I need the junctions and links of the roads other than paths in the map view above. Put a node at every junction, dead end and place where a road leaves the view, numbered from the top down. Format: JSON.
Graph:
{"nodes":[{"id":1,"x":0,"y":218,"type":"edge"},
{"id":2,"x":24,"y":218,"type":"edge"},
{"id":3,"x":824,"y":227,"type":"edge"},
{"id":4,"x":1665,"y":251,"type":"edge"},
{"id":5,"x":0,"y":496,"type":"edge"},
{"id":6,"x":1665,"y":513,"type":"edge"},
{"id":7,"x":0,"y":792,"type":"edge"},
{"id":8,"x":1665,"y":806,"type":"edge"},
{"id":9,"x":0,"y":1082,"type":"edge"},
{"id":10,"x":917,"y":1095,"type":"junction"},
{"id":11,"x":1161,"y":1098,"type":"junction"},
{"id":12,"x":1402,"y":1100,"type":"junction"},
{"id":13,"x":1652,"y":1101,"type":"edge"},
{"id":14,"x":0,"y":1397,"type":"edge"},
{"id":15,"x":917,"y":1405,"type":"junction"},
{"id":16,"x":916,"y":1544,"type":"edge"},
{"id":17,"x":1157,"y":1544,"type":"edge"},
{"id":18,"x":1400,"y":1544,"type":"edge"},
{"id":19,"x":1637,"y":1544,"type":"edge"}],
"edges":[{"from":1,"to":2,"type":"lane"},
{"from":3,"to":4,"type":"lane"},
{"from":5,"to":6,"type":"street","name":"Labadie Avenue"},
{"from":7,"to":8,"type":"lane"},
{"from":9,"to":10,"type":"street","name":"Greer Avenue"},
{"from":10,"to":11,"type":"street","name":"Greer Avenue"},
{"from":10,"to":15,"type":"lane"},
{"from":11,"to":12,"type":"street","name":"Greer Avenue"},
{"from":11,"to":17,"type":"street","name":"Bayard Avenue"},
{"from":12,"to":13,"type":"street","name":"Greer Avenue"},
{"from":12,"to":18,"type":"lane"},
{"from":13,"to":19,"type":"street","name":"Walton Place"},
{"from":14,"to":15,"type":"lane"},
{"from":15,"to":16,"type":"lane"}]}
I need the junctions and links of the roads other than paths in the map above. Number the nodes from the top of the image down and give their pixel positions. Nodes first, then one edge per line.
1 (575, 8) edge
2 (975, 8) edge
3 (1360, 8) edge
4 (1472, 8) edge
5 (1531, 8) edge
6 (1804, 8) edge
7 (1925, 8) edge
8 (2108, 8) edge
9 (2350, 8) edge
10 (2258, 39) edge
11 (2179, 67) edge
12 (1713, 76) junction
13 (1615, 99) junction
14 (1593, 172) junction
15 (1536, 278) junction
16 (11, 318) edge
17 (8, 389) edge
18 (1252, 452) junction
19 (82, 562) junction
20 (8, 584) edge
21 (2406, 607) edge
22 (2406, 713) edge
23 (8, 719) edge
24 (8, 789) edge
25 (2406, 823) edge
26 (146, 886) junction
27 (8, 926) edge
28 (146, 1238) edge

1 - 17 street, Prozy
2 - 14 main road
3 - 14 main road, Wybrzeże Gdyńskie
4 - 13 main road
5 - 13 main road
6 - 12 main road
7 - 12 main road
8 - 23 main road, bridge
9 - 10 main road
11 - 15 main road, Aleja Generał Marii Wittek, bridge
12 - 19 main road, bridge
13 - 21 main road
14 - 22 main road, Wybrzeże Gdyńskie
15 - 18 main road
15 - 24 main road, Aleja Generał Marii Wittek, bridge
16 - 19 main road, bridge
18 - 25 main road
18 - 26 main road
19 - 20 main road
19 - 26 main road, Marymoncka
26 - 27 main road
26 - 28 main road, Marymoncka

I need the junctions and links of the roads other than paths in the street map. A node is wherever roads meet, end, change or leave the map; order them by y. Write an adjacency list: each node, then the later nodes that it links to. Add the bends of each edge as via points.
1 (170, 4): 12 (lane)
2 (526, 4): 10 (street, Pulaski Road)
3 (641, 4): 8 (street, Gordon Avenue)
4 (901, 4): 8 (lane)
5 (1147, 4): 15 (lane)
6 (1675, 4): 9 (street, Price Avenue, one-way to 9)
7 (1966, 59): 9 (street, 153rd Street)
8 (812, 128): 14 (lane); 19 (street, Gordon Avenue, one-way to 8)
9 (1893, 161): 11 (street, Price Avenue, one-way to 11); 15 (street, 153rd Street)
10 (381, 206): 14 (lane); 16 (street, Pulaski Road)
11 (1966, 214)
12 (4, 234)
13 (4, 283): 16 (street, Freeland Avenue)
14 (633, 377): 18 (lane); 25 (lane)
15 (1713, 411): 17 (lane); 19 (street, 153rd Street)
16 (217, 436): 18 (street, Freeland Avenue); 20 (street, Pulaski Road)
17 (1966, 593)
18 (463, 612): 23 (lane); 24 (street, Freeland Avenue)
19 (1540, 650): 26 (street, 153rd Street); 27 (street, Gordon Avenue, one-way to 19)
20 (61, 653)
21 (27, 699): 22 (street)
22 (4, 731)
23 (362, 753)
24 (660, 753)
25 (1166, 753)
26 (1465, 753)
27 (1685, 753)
━━━━━━
Each line above is to be set down again verbatim.

▶ Written reply
I need the junctions and links of the roads other than paths in the map view above. Put a node at every junction, dead end and place where a road leaves the view, numbered from the top down. Format: JSON.
Graph:
{"nodes":[{"id":1,"x":0,"y":218,"type":"edge"},
{"id":2,"x":24,"y":218,"type":"edge"},
{"id":3,"x":824,"y":227,"type":"edge"},
{"id":4,"x":1665,"y":251,"type":"edge"},
{"id":5,"x":0,"y":496,"type":"edge"},
{"id":6,"x":1665,"y":513,"type":"edge"},
{"id":7,"x":0,"y":792,"type":"edge"},
{"id":8,"x":1665,"y":806,"type":"edge"},
{"id":9,"x":0,"y":1082,"type":"edge"},
{"id":10,"x":917,"y":1095,"type":"junction"},
{"id":11,"x":1161,"y":1098,"type":"junction"},
{"id":12,"x":1402,"y":1100,"type":"junction"},
{"id":13,"x":1652,"y":1101,"type":"edge"},
{"id":14,"x":0,"y":1397,"type":"edge"},
{"id":15,"x":917,"y":1405,"type":"junction"},
{"id":16,"x":916,"y":1544,"type":"edge"},
{"id":17,"x":1157,"y":1544,"type":"edge"},
{"id":18,"x":1400,"y":1544,"type":"edge"},
{"id":19,"x":1637,"y":1544,"type":"edge"}],
"edges":[{"from":1,"to":2,"type":"lane"},
{"from":3,"to":4,"type":"lane"},
{"from":5,"to":6,"type":"street","name":"Labadie Avenue"},
{"from":7,"to":8,"type":"lane"},
{"from":9,"to":10,"type":"street","name":"Greer Avenue"},
{"from":10,"to":11,"type":"street","name":"Greer Avenue"},
{"from":10,"to":15,"type":"lane"},
{"from":11,"to":12,"type":"street","name":"Greer Avenue"},
{"from":11,"to":17,"type":"street","name":"Bayard Avenue"},
{"from":12,"to":13,"type":"street","name":"Greer Avenue"},
{"from":12,"to":18,"type":"lane"},
{"from":13,"to":19,"type":"street","name":"Walton Place"},
{"from":14,"to":15,"type":"lane"},
{"from":15,"to":16,"type":"lane"}]}
I need the junctions and links of the roads other than paths in the map above. Number the nodes from the top of the image down and give their pixel positions. Nodes first, then one edge per line.
1 (575, 8) edge
2 (975, 8) edge
3 (1360, 8) edge
4 (1472, 8) edge
5 (1531, 8) edge
6 (1804, 8) edge
7 (1925, 8) edge
8 (2108, 8) edge
9 (2350, 8) edge
10 (2258, 39) edge
11 (2179, 67) edge
12 (1713, 76) junction
13 (1615, 99) junction
14 (1593, 172) junction
15 (1536, 278) junction
16 (11, 318) edge
17 (8, 389) edge
18 (1252, 452) junction
19 (82, 562) junction
20 (8, 584) edge
21 (2406, 607) edge
22 (2406, 713) edge
23 (8, 719) edge
24 (8, 789) edge
25 (2406, 823) edge
26 (146, 886) junction
27 (8, 926) edge
28 (146, 1238) edge

1 - 17 street, Prozy
2 - 14 main road
3 - 14 main road, Wybrzeże Gdyńskie
4 - 13 main road
5 - 13 main road
6 - 12 main road
7 - 12 main road
8 - 23 main road, bridge
9 - 10 main road
11 - 15 main road, Aleja Generał Marii Wittek, bridge
12 - 19 main road, bridge
13 - 21 main road
14 - 22 main road, Wybrzeże Gdyńskie
15 - 18 main road
15 - 24 main road, Aleja Generał Marii Wittek, bridge
16 - 19 main road, bridge
18 - 25 main road
18 - 26 main road
19 - 20 main road
19 - 26 main road, Marymoncka
26 - 27 main road
26 - 28 main road, Marymoncka

I need the junctions and links of the roads other than paths in the street map. A node is wherever roads meet, end, change or leave the map; order them by y. Write an adjacency list: each node, then the later nodes that it links to. Add the bends of each edge as via points.
1 (170, 4): 12 (lane)
2 (526, 4): 10 (street, Pulaski Road)
3 (641, 4): 8 (street, Gordon Avenue)
4 (901, 4): 8 (lane)
5 (1147, 4): 15 (lane)
6 (1675, 4): 9 (street, Price Avenue, one-way to 9)
7 (1966, 59): 9 (street, 153rd Street)
8 (812, 128): 14 (lane); 19 (street, Gordon Avenue, one-way to 8)
9 (1893, 161): 11 (street, Price Avenue, one-way to 11); 15 (street, 153rd Street)
10 (381, 206): 14 (lane); 16 (street, Pulaski Road)
11 (1966, 214)
12 (4, 234)
13 (4, 283): 16 (street, Freeland Avenue)
14 (633, 377): 18 (lane); 25 (lane)
15 (1713, 411): 17 (lane); 19 (street, 153rd Street)
16 (217, 436): 18 (street, Freeland Avenue); 20 (street, Pulaski Road)
17 (1966, 593)
18 (463, 612): 23 (lane); 24 (street, Freeland Avenue)
19 (1540, 650): 26 (street, 153rd Street); 27 (street, Gordon Avenue, one-way to 19)
20 (61, 653)
21 (27, 699): 22 (street)
22 (4, 731)
23 (362, 753)
24 (660, 753)
25 (1166, 753)
26 (1465, 753)
27 (1685, 753)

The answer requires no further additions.